Erawan National Park in Western Thailand was founded in 1975 and was the Country’s 12th National Park. It is 550 square kilometres with the highlight undoubtedly Erawan Falls. In Hindu mythology the erawan is the three headed elephant. The Falls have seven tiers and many see the resemblance between the falls and the creature from mythology.

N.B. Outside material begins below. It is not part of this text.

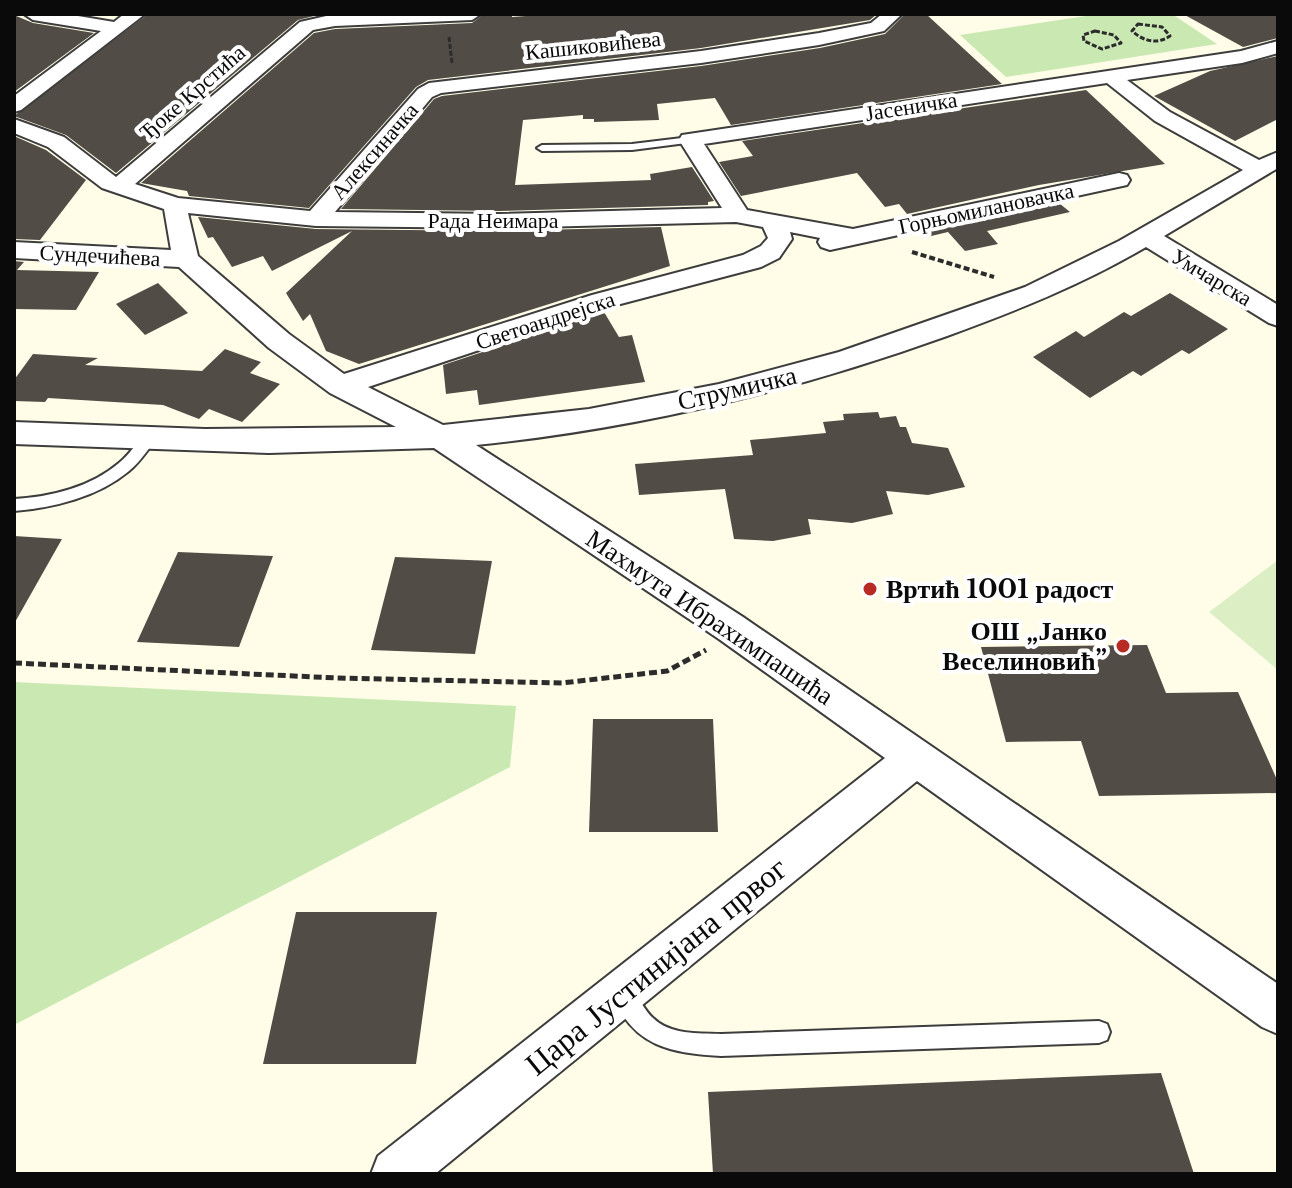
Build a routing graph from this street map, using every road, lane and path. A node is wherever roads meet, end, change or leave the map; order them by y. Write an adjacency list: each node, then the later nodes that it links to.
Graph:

This is Kanchanaburi Province and the Tenasserim Hills. Over 80% of the Park is forested with limestone hills up to 1,000 metres high.The natural environment of Thailand is stunning and this Thailand travel guide certainly recommends the Erawan Falls for inclusion.
How to get there
Bangkok is just two hours away by bus with thoseon Thailand travel packages having everything arranged for them.It means the Park and the Falls are readily accessible for a day trip. There is a rail station in Kanchanaburi as well. The capital of the Province has good transport connections with the whole of Thailand so those on Thailand tour packages need not be coming from Bangkok in order to reach Erawan.
Best time to visit
The monsoon rains are May to October though the protection of the hills means the region does not get as much rainfall as other parts of Thailand. Temperatures will average around 30C. The Park is open 12 months a year which is indicative of the demand from those on holiday in Thailand throughout the year.
Things to see and do
The emerald pools around the waterfalls are full of fish and stunning. The waterfall stretches 1.5 kilometres over seven tiers. The first six are accessed by trails and bridges but the last one needs a bit of a scramble which not everyone will be able to do. However seeing the six tiers close up is a real experience anyway. Lower down there are picnic areas but no food can be taken above the second tier.
There are limited trails so the changes of seeing a great deal of wildlife in the immediate vicinity are limited. The Park as a whole however has plenty of animals and birds.
Macaques are everywhere, and often water monitors but it is only in the deep forest that some of the animals will be seen: elephants, wild boar, sambar and muntjac.
There is a huge variety of birds including crested serpent eagle, black crested bulbul, kalii pheasant and blue winged leafbird.
There are four caves to explore:
• Miwith five chambers is a 7 km trek away in the south through Ban Thap Sila village.
• Rua is fairly near to Mi and 50 metres deep.It contains some coffins as well as the usual stalagmites and stalactites.
• Wang Bahdan accessible from Chaiyaphruek Village is a limestone cave with a narrow entrance and a stream flowing through its final chamber.
• Phartat is in a limestone hill 12 km from the Park HQ to the north-west.
There are bungalows to rent and a campsite in the north east of the Park. In addition there are plenty of alternatives in Kanchanaburi from guesthouses to hotels.